Generation time and incubation period can vary throughout an epidemic33, thereby resulting in model misspecification. Therefore, we also inferred Re using solely case counts and found that Re could have dropped below 1 up to one week later (Fig. 3b), but still before a moderate proportion of the second vaccine was administered.
The local transmission clusters identified through our phylogeographic inference provide an alternative approach to measure changes in Re through the NYC mpox epidemic that relies on genomics and inferred local transmission. We constructed an episodic birth-death-sampling (EBDS) model in a Bayesian framework that jointly analyzed all imported NYC clusters with at least 10 genomes (n=13). We found that Re decreased below 1 by mid-July, approximately 1–2 weeks before the dates inferred when primarily using case data, in line with many of the introductions of MPXV into NYC after June not having identifiable onward transmission (Extended Data Fig. 2).
To confirm these results, we inferred the growth rate of mpox (Extended Data Fig. 5), as growth rate has been shown to be less sensitive than Re to model misspecification34. We found that the growth rate also began its decline by the end of June, when fewer than 1000 doses of the first vaccine dose had been administered, and decreased below zero by August, approximately at the same time as the peak of the outbreak. The growth rate inference was consistent both with and without the generation time and incubation period parameterization.

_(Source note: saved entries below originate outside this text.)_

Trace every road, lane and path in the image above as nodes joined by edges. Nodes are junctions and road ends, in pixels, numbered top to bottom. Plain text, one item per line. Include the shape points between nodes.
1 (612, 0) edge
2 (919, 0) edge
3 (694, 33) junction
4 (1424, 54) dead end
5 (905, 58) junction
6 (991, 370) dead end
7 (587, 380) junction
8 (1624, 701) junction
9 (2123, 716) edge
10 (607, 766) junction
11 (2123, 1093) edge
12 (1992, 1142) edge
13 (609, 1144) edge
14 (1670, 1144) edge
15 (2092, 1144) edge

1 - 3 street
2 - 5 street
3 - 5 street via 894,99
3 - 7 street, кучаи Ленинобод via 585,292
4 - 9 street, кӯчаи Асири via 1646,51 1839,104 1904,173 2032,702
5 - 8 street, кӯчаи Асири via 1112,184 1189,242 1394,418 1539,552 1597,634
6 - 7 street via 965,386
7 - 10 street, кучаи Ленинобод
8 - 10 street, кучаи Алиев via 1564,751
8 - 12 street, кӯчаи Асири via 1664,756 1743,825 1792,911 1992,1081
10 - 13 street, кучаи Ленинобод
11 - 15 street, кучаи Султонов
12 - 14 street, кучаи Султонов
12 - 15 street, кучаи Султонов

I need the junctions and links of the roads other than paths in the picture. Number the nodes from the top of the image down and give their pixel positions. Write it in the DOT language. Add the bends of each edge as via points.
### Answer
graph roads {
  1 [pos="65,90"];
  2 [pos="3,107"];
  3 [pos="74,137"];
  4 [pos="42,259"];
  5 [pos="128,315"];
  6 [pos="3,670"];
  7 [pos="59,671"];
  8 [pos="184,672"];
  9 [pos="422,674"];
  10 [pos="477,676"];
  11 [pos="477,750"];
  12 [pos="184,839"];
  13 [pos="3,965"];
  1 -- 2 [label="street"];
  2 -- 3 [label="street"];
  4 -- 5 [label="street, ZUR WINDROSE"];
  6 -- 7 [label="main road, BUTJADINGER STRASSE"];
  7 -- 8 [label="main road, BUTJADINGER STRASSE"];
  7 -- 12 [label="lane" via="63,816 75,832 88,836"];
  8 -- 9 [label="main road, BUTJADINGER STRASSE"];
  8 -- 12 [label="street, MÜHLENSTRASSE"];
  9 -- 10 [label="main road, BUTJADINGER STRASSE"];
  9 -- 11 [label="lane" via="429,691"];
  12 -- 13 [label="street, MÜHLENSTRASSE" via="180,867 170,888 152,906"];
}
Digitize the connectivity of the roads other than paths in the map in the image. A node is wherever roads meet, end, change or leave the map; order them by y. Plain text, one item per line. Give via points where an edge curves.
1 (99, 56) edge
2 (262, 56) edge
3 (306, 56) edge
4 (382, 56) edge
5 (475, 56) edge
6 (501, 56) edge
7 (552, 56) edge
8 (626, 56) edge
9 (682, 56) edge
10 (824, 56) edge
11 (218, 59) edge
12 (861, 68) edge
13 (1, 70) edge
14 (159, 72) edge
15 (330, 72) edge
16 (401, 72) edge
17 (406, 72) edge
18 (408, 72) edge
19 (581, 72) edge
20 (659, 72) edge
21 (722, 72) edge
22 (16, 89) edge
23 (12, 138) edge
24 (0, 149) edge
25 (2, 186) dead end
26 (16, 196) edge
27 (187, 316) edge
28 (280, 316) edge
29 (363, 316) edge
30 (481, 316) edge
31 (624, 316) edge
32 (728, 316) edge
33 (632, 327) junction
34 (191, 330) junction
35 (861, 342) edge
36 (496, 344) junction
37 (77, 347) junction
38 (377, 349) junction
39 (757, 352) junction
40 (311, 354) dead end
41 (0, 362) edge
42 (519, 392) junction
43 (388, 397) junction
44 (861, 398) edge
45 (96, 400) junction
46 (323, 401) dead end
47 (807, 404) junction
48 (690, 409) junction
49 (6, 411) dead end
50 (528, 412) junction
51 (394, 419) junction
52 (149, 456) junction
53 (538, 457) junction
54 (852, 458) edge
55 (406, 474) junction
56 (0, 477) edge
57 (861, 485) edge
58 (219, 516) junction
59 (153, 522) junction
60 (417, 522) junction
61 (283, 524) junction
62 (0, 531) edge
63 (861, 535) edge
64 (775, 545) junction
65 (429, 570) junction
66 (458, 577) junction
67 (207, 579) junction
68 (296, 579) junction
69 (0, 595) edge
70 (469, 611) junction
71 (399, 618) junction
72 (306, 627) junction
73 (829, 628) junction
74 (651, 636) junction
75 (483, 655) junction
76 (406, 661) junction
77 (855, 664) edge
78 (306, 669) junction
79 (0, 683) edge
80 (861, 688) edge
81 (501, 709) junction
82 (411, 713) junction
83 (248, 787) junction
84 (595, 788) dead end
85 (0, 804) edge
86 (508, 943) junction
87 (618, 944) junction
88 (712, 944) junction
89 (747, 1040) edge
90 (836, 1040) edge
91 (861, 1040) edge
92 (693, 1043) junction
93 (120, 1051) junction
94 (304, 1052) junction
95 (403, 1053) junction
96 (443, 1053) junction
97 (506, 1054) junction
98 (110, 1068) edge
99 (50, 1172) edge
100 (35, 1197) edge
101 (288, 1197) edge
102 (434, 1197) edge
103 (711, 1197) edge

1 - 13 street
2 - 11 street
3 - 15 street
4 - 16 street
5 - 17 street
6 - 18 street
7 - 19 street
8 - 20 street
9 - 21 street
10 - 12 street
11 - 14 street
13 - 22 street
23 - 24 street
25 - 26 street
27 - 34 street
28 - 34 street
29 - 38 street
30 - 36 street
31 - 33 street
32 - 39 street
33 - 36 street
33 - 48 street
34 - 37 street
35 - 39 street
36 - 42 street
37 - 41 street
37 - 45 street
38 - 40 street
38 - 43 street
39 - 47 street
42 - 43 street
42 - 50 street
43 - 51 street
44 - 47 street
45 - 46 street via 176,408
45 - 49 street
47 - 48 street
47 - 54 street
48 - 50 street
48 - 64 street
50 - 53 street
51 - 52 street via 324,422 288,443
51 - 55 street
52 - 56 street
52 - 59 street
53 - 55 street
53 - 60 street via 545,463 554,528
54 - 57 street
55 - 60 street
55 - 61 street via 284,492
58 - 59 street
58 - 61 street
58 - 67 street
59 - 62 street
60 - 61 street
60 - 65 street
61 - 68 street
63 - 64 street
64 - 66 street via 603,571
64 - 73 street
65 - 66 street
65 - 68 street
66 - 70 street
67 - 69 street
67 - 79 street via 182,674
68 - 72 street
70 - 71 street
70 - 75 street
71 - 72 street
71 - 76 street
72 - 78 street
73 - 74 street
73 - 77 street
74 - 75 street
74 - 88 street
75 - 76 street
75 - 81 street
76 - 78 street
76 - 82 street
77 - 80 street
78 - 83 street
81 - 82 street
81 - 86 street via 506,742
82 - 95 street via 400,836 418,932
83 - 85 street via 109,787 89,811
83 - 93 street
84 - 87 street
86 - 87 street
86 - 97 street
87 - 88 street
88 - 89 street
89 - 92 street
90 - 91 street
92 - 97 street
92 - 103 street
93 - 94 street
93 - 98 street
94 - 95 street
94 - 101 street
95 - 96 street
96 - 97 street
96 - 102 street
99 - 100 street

When focusing on local transmission clusters, we again found that the growth rate decreased below zero approximately 1–2 weeks prior to the inferred dates when using the other approaches.
Heavy-tailed sexual contact network drives outbreak dynamics
To determine whether a heavy-tailed sexual contact network could explain the decline of the outbreak before there was substantial infection- or vaccine-derived immunity, we simulated mpox epidemics based on MSM sexual contact networks, under varying assumptions for the infectious period and the risk of transmission between sexual partners (secondary attack rate [SAR] during the infectious period). By the time Re dropped below 1 in our simulations, we estimated a cumulative incidence among MSM of below 2% when assuming an SAR of 0.1 (Extended Data Fig. 6a); a higher SAR produces slightly higher average cumulative incidence, but with a larger range (Extended Data Fig. 6b). Assuming an MSM population in NYC of approximately 235,000 (see Methods), we observed an empirical cumulative incidence of 0.52–0.94% (n=1230–2217) at the time Re dropped below 1 (Fig. 3). If we conservatively assume a 60% mpox case ascertainment rate4,35, there would have been an empirical cumulative incidence of 0.87–1.57% at this time. These results are broadly consistent with our simulations, suggesting that the dynamics of the mpox outbreak in NYC were likely governed by a heavy-tailed sexual network, with an SAR likely between 0.1 and 0.4 (Extended Data Fig. 6).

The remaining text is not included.